**TRY IT**. Examine each line of the data. Copy the line if it includes the word "Bianche".

****

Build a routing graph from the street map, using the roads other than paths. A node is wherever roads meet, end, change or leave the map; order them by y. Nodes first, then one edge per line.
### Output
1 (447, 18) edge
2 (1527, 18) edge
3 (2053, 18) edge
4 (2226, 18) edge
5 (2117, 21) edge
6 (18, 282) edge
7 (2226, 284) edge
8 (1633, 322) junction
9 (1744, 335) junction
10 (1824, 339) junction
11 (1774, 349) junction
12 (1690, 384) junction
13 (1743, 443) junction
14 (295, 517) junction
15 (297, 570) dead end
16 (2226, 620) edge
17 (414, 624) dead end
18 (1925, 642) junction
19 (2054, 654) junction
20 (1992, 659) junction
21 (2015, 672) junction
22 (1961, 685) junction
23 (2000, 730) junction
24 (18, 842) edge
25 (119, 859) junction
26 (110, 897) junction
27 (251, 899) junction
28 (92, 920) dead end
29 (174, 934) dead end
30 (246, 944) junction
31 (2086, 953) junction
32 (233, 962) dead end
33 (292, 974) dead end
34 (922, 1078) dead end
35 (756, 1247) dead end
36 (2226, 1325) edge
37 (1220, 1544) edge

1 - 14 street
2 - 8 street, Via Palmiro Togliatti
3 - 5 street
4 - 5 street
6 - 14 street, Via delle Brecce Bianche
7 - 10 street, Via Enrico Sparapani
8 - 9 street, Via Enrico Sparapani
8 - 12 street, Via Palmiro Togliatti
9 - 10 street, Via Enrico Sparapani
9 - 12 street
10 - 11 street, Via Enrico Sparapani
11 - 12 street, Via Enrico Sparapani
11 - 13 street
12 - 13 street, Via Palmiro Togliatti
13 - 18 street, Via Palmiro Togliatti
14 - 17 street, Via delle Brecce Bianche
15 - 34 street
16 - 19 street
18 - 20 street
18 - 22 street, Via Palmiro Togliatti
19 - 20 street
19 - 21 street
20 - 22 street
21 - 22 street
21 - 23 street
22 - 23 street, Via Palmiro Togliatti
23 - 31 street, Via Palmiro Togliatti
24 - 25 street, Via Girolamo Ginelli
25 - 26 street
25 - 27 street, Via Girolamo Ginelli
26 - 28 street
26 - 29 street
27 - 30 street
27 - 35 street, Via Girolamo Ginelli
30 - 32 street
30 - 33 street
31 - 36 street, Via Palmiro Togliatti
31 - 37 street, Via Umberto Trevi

****

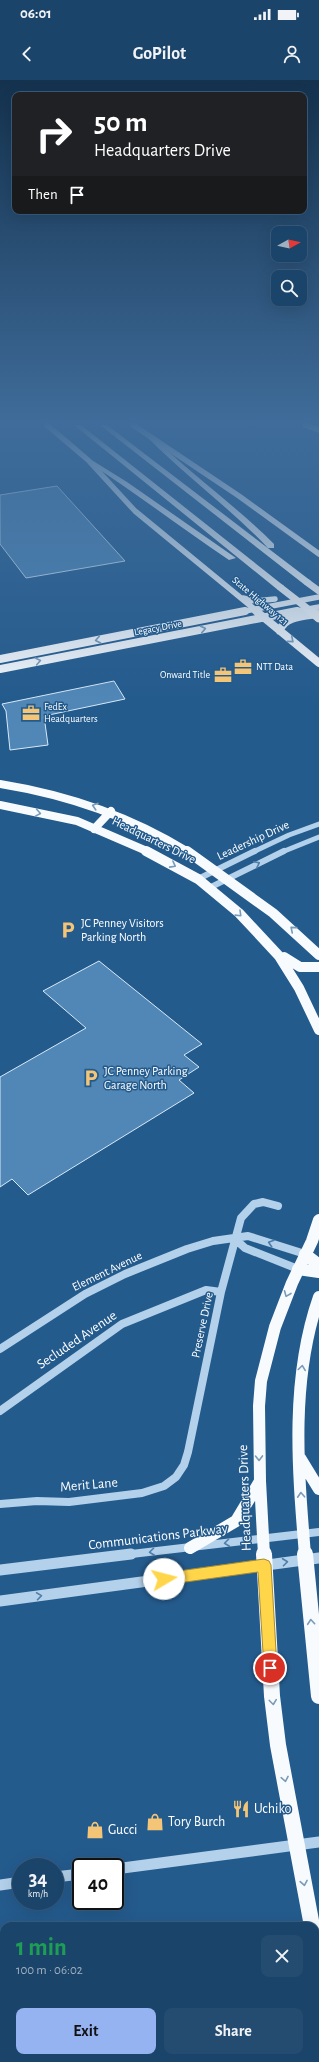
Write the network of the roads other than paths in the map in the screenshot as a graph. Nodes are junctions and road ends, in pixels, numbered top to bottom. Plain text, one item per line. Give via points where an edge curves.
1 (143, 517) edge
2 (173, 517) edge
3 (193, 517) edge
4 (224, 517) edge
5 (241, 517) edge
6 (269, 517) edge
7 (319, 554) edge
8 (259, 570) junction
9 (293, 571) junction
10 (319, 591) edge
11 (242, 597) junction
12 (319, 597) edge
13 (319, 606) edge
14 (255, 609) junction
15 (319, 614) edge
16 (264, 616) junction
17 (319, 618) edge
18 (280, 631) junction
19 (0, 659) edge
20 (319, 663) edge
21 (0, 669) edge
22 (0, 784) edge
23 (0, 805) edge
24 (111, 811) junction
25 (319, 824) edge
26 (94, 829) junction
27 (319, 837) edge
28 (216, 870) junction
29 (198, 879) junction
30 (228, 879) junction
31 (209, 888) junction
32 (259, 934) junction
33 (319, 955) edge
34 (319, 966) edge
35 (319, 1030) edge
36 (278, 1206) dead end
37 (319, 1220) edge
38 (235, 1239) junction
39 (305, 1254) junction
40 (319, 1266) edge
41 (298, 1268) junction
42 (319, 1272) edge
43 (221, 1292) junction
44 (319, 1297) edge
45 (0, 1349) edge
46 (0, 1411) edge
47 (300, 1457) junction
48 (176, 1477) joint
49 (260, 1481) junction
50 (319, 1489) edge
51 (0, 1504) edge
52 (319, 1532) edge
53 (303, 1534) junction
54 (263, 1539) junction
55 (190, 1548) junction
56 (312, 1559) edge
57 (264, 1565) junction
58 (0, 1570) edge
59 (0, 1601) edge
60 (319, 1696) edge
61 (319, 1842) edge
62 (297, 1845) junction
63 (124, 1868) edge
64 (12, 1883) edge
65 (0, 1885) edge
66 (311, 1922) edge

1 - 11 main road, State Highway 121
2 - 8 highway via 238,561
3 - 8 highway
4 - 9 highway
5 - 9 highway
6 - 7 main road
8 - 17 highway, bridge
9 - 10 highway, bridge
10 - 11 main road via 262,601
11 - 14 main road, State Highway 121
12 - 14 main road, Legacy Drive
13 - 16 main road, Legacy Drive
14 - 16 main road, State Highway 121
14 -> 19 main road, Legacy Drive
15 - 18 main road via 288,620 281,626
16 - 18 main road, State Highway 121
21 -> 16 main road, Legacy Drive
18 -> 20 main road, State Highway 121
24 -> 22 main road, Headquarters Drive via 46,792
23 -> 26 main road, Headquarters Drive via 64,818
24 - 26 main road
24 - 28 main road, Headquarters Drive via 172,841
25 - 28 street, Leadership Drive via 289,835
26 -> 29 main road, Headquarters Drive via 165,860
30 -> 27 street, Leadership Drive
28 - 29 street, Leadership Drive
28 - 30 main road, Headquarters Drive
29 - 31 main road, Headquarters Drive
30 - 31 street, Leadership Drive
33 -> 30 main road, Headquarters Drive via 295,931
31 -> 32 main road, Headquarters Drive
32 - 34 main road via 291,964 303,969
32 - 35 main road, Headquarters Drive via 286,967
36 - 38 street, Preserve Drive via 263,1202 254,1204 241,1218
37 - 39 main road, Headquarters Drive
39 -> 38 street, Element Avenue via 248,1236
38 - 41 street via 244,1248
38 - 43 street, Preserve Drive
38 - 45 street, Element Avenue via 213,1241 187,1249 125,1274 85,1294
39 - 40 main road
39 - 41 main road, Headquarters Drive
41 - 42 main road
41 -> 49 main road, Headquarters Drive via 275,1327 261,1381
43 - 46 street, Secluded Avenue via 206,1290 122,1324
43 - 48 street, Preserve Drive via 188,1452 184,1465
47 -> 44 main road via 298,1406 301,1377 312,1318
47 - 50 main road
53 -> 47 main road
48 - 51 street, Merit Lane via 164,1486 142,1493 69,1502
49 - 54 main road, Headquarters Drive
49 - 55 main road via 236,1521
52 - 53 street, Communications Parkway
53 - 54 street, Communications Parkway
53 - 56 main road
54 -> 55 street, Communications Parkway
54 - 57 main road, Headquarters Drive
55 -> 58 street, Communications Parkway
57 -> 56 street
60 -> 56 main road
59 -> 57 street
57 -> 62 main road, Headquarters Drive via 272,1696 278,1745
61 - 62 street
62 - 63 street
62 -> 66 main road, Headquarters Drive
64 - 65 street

****

**RESPONSE BELOW**.
6 - 14 street, Via delle Brecce Bianche
14 - 17 street, Via delle Brecce Bianche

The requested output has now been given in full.